C-Command Software Forum

Any best practice for saving web pages in terms of most useful format?

Often times, I end up saving a web page in multiple formats… anyone have suggestions on their workflow for easily clipping content? What I want:

  1. It needs to be as easy as a bookmark - I don’t want to “think” about which format. So, picking a format, or saving a format each time, isn’t working out. Yet I am afraid to commit to one format. I don’t want to go a year and then realize, shucks, I shoulda stuck with PDF, or shoulda went webarchive all the time.

  2. I would like to preserve the structure - i.e., text import with images is usually messy in other apps when I’ve tried it. Some Javascript ends up showing as text, all layout is lost, etc.

  3. I want it to be fully-text searchable - this means image screenshots are out, since they’d then need to be run OCR. Tried DevonThink for this reason, but it was slow to OCR, and not close to 100% accurate even on screenshots of simple fonts!

  4. I want to be sure it works without the Internet connected, and without the original site available.

  5. If it could clean out any banner ads, great, haha.

WebArchive seemed to be the obvious choice - I was okay with the lack of compatibility beyond Safari. FIgured I could also do a batch convert to PDF on some or all of the archives later. However, I noticed sometimes they are slow to load! I thought that WebArchive would pull all images in things like image slideshows that use JavaScript, but now I think that is not the case.

So, if it won’t truly pull everything that could appear on a modern web page, I’d rather just use PDF capture - seems cleaner, lighter, more portable. I was surprised that the PDB kit that EagleFiler uses seems to get a very nice layout, not sure if this is limited to sites that have a stylesheet for printing though? I am guessing that is the case.

I also have a nice PDF capture tool in Safari, forget who makes it, that scrolls the whole page WITHOUT reloading - that gets a very accurate snapshot of what you’re seeing, of course. But then it’s not searchable.

Also, if sticking with PDF - continuous, or split? Do I give up the benefit of cleaner page breaks if I want split later, using another tool (or even re-capturing within EagleFlier from the continuous version’s record)? I figure continuous will look more like a web page, less space wasted when browsing on any computing device, etc.; just not as good for reading via e-reader apps, I believe (I think then one wants pages sized to fit the aspect ration of the e-reader, right?). This use case is probably going to be very rare though (reading on an e-ink screen with slow refresh rate), so I guess I don’t mind having to make a conscious decision on a different capture for content like that, or converting it afterwards, as and when needed.
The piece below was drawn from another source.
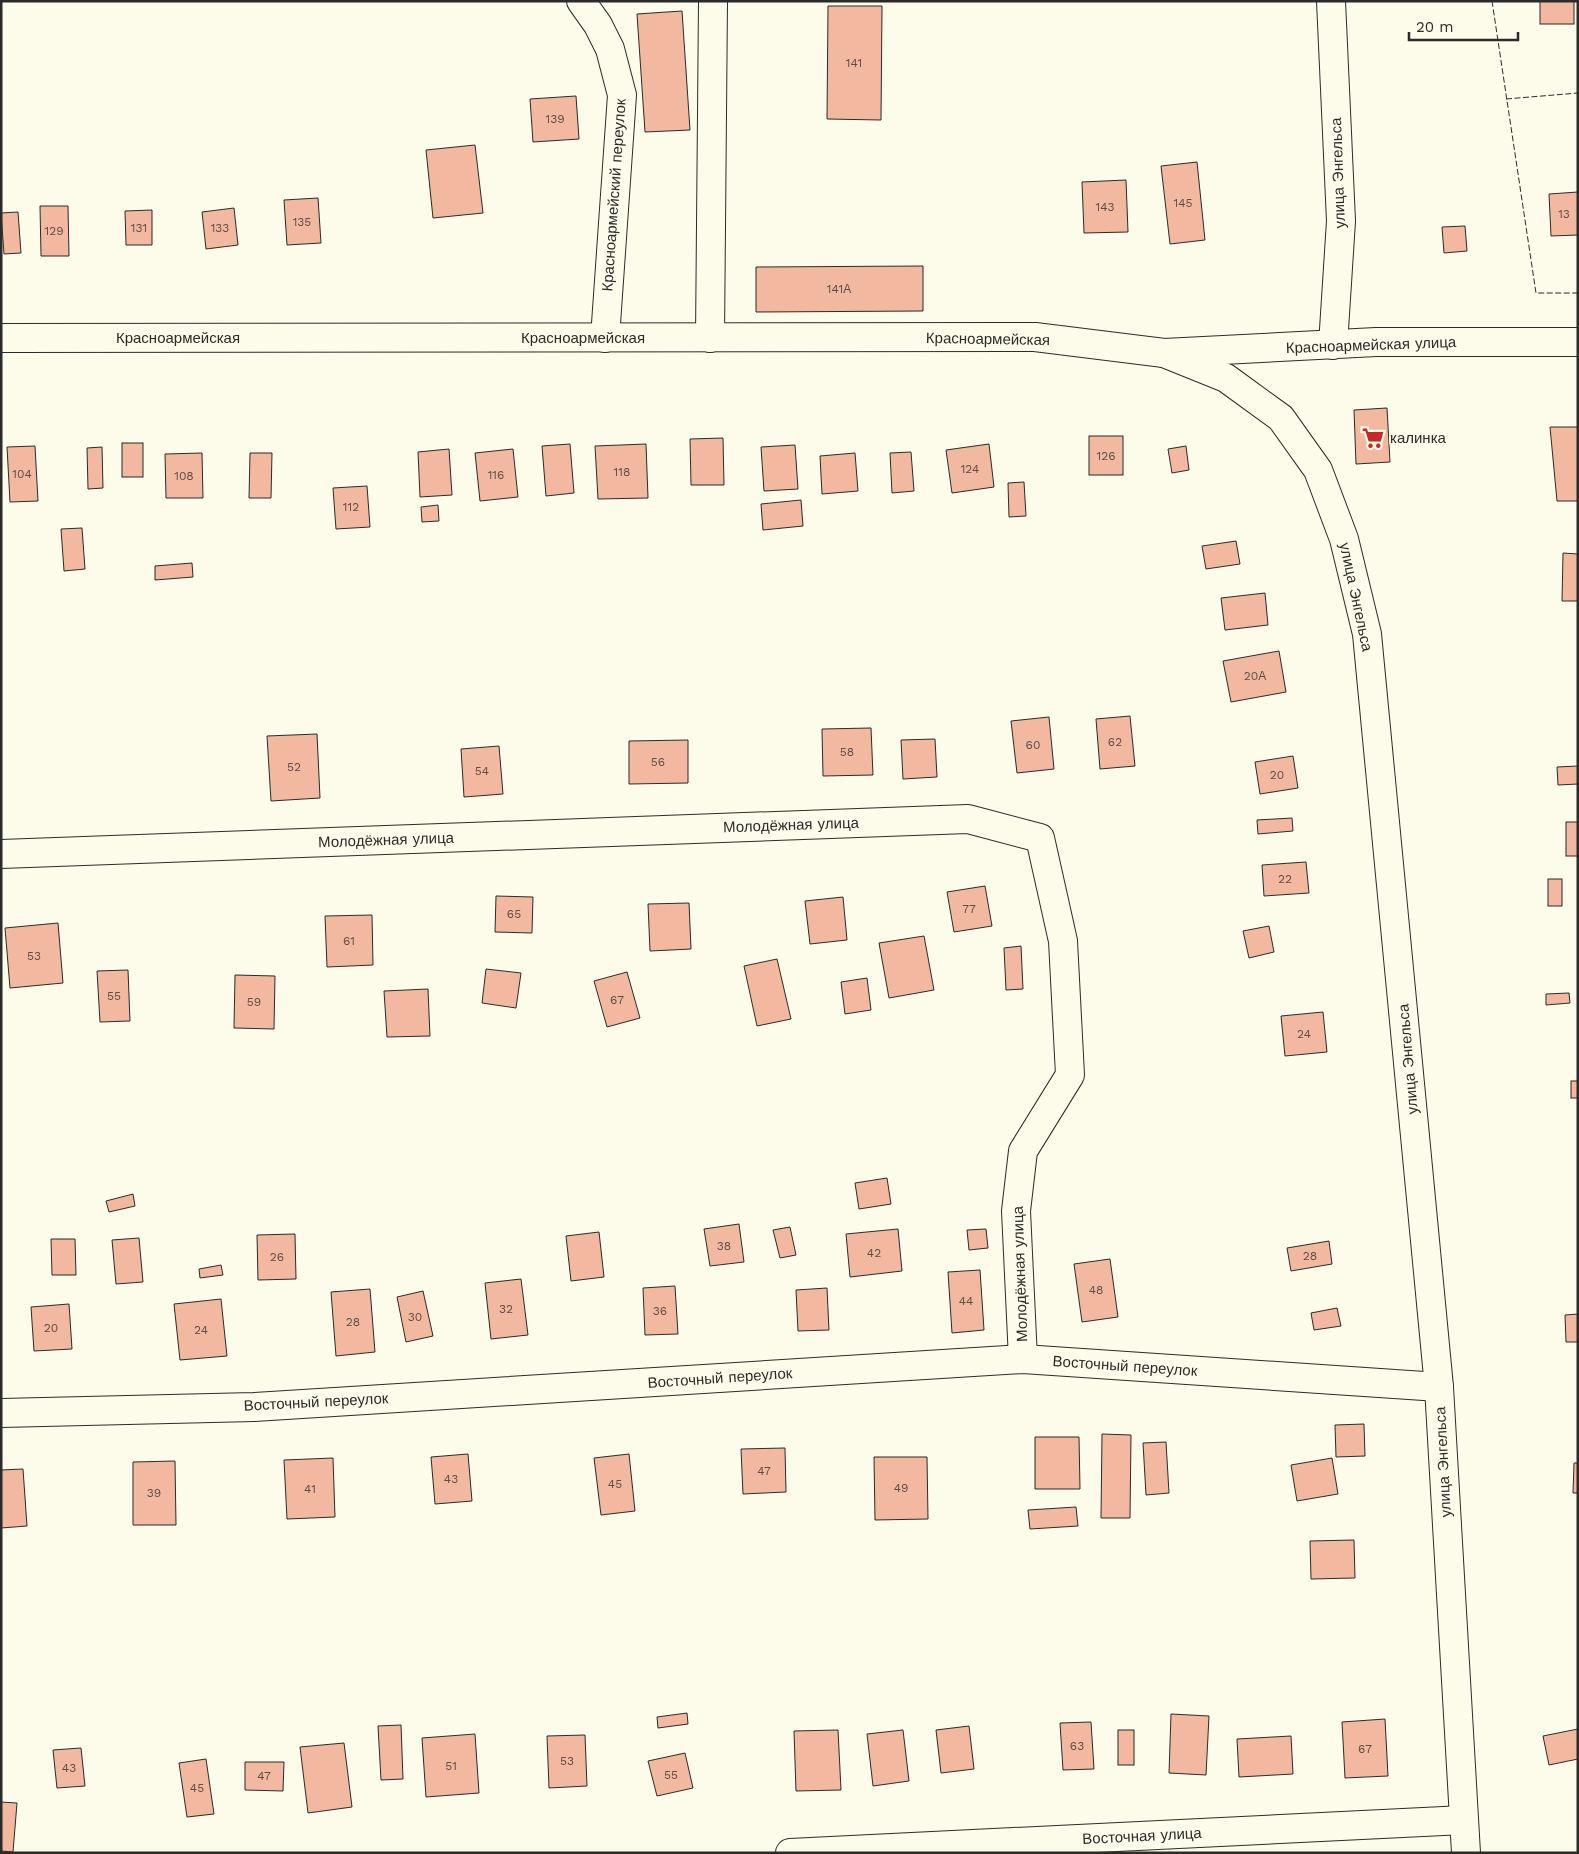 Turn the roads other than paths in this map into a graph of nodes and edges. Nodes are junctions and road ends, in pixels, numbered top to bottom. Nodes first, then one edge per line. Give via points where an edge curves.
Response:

Thanks for any suggestions! I’ve also tried Pocket, Instapaper, and Raindrop.io. RainDrop had me excited as it does offline saving on their servers, but has a Dropbox sync option - but I found out it is only syncing an HTML bookmark file of all bookmarks. :frowning: Also, just saving a bookmark takes a few to several seconds, which is very annoying. I realize saving a WebArchive can take time too, but, I think I can navigate away from the page, even, and it will still complete. I don’t need to wait while it captures in EagleFiler, I mean. Pocket and Instapaper are okay - InstaPaper is just too simple, only good for things you intend to read for a while, I’d say, not for general bookmark stuff. Pocket seems good, but app is barebones on Mac (can’t even put left column in Dark Mode, only the rest). I might keep using Pocket, but it doesn’t feel like a bookmark tool either. It is quick though. But can’t capture logged in sites either, since it captures from their server, from what I understand. And no way to store offline content on your computer, only on their server, so again, no ability to browse saved copies on your computer with no Internet (haven’t actually tested that, but I am pretty sure the Pocket app isn’t caching everything in your account locally)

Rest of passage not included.